Georgia’s draft foreign agent law has passed its first stage, with Parliament’s Bureau giving the legislation the go-ahead to proceed amidst noisy protests outside the building.
Hundreds gathered around the rear and sides of parliament on Monday in scenes resembling the early days of the protests that broke out when the bill was previously proposed in March 2023.
Following two nights of massive protests on 7–8 March 2023, the government was forced to drop the legislation, promising not to return it. On 3 April, the party announced they were bringing the bill back.
The bill’s next step will be committee hearings, with the Legal Affairs Committee due to discuss it on 15 April.
Monday’s Bureau session saw heated confrontations between government and opposition MPs. Opposition Lelo party MP Ana Natsvlishvili said that the Bureau registering the draft law was a betrayal of the Constitution and Georgia’s ‘European future’.

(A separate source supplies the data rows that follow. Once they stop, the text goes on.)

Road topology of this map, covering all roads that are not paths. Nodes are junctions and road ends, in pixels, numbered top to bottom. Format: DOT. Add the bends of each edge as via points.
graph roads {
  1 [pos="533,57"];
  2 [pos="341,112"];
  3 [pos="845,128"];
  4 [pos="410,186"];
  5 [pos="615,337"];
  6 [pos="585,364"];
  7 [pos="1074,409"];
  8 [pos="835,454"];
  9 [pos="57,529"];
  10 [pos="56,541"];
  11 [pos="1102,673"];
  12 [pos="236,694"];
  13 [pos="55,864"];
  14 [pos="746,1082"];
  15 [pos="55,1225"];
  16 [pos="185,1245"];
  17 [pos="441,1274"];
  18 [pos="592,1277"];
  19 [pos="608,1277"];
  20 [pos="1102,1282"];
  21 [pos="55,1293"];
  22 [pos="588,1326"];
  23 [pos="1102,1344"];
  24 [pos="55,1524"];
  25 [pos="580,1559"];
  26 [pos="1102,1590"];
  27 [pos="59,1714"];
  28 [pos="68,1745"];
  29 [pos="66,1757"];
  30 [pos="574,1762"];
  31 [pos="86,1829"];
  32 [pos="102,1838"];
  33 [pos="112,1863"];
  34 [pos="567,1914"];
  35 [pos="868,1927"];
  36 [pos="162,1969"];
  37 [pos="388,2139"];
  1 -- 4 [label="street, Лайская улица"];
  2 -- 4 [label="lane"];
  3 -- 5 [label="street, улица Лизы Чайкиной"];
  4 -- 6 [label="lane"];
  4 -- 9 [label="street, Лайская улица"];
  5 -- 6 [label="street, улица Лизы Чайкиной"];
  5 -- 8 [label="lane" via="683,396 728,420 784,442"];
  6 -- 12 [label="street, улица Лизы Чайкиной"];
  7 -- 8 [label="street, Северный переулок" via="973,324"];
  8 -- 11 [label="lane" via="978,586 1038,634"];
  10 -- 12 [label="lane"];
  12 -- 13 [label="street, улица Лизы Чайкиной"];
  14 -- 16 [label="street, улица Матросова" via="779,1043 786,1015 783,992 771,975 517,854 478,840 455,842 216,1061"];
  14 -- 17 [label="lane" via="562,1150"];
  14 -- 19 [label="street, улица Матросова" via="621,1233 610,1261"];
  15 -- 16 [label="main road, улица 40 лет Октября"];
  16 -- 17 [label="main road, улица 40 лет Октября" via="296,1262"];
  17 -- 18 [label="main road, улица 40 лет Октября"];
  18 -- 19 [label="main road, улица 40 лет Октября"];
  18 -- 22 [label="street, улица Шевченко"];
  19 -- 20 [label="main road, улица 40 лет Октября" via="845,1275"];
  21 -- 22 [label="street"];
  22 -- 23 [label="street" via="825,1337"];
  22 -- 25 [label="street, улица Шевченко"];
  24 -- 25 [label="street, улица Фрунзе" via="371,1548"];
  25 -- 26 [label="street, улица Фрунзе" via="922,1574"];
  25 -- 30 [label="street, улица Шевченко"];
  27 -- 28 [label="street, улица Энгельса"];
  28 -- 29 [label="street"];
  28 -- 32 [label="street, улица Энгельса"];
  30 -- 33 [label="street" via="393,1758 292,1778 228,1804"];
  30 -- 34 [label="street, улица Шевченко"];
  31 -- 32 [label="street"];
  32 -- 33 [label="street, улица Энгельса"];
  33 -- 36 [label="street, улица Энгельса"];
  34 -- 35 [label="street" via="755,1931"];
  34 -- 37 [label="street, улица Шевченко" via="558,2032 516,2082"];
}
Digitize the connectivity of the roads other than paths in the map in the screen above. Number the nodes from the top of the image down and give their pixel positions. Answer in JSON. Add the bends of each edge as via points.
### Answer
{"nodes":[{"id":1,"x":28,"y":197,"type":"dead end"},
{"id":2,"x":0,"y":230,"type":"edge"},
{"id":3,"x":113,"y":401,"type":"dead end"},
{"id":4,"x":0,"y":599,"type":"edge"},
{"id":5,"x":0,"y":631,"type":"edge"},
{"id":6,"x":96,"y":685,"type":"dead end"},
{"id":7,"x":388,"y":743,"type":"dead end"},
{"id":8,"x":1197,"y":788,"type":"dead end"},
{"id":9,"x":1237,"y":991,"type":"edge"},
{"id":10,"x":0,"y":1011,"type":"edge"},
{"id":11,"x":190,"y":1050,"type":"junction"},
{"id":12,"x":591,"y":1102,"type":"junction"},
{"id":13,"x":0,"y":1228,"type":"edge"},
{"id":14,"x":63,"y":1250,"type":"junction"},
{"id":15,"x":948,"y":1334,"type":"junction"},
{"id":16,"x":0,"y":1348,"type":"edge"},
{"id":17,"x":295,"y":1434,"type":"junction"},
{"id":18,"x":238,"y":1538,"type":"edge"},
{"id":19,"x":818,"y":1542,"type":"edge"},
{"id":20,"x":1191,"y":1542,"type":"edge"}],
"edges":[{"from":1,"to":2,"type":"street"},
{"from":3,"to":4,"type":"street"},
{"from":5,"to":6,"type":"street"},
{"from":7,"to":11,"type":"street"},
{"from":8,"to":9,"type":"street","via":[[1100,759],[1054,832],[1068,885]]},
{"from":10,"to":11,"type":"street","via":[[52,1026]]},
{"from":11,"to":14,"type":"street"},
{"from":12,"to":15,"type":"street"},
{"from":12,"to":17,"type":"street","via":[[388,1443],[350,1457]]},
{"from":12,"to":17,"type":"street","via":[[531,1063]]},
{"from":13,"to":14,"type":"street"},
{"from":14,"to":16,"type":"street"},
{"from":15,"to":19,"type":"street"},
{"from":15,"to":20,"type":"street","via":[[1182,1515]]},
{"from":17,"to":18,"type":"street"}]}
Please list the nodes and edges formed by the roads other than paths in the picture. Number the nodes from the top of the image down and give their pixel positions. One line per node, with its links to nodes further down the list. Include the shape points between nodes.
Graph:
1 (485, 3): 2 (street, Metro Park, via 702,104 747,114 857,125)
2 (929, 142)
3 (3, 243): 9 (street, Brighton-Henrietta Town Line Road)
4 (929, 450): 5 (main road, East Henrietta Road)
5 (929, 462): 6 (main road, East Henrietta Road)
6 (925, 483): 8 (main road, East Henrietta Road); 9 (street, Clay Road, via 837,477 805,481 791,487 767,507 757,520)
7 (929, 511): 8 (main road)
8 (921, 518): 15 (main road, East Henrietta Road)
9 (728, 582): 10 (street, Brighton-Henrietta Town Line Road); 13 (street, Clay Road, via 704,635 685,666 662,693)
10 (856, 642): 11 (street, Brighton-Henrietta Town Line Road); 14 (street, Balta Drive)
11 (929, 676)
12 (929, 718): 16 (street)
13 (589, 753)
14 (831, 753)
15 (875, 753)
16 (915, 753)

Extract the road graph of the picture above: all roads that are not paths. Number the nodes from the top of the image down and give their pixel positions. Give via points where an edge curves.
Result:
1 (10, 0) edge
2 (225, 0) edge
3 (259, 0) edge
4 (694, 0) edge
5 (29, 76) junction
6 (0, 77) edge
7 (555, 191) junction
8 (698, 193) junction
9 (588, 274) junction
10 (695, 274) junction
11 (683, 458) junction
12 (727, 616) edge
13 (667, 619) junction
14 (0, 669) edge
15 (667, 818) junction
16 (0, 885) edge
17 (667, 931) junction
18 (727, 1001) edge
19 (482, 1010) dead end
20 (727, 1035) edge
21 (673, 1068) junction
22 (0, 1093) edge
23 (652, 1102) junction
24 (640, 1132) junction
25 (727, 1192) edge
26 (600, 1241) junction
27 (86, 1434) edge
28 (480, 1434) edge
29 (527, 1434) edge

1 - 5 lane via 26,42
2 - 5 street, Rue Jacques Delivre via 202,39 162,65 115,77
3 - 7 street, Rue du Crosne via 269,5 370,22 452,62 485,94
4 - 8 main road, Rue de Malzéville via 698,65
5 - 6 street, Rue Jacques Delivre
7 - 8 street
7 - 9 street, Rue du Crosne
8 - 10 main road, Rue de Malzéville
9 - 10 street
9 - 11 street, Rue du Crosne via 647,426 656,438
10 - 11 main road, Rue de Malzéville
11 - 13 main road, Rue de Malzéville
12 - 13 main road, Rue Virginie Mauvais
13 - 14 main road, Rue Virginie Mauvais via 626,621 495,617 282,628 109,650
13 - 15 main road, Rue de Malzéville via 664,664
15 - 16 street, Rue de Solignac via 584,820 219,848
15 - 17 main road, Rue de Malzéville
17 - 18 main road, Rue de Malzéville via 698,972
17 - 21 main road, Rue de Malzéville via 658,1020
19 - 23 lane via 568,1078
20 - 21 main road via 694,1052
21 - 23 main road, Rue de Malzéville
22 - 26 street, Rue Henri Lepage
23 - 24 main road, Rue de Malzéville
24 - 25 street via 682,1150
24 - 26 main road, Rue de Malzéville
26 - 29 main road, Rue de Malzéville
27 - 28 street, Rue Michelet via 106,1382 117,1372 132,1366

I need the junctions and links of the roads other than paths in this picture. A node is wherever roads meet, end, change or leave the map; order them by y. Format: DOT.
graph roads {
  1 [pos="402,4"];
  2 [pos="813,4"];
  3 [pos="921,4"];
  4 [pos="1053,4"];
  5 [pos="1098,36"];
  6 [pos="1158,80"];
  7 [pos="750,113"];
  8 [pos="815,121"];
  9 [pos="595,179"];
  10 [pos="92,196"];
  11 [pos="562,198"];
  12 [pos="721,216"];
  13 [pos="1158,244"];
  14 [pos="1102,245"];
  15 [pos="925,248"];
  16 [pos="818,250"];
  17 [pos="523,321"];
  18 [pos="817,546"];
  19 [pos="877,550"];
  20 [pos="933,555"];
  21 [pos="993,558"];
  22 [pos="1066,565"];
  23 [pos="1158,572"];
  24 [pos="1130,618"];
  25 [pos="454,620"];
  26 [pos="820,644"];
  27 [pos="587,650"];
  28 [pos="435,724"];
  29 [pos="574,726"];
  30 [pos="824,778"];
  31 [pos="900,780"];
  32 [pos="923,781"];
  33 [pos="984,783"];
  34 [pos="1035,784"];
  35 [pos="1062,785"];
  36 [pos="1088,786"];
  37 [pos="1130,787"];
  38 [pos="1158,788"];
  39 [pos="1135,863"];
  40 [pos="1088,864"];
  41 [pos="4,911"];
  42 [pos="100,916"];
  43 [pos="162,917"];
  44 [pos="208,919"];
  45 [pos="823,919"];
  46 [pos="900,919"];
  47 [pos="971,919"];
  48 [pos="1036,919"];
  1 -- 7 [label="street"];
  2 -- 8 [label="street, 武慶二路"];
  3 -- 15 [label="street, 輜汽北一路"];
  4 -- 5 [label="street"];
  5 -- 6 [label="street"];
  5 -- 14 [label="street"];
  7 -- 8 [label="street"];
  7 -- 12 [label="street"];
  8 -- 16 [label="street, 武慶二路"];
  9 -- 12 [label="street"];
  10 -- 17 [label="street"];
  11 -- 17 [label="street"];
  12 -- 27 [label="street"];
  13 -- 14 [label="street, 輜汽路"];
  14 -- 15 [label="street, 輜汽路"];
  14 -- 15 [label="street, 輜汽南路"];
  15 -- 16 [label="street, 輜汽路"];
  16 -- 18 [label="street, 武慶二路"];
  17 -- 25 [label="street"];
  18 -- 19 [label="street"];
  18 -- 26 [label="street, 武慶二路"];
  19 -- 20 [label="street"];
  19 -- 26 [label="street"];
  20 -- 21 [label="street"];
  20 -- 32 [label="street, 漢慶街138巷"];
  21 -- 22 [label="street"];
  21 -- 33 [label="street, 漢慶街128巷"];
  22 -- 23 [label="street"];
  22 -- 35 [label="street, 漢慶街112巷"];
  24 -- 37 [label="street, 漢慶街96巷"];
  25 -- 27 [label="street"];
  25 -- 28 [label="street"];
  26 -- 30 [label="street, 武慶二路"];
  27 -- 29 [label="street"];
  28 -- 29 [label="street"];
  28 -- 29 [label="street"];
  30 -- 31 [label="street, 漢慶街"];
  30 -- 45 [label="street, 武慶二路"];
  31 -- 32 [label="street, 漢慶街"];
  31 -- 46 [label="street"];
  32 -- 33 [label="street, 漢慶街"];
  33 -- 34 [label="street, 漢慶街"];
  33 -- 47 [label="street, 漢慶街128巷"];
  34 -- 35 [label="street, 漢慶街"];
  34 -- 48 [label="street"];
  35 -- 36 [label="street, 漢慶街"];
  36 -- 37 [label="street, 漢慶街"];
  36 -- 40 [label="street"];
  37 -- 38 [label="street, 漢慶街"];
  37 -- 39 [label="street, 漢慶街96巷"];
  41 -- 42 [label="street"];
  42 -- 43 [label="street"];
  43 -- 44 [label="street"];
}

A number of journalists were refused entry to parliament as the Bureau was considering the legislation, including from OC Media.
The legislation has faced a barrage of criticism both domestic and international.
On Monday, more than 400 Georgian civil society groups issued a joint statement warning that the bill was ‘a Russian authoritarian tool to suppress freedom of speech’ and that its adoption would preclude the country from opening membership negotiations with the EU at the end of the year.
The legislation has been widely referred to in Georgia as the ‘Russian Law’, due to its similarity to legislation used to crush dissent in Russia.
Members of Georgian Dream have stated that the bill will be adopted before the end of the spring session of parliament, on 28 June.
Giorgi Mskhiladze, an adviser to President Salome Zurabishvili, was also present at the Bureau session. He said that if the law was passed, President Zurabishvili would veto it. Parliament has the ability to overrule a presidential veto.
The legislation would label any civil society or media organisation that received at least 20% of its funding from outside Georgia ‘organisations carrying out the interests of a foreign power’. Such organisations would be subject to ‘monitoring’ by the Ministry of Justice every six months, which lawyers have warned could include forcing them to hand over internal communications and confidential sources. Organisations that do not comply would be subject to large fines.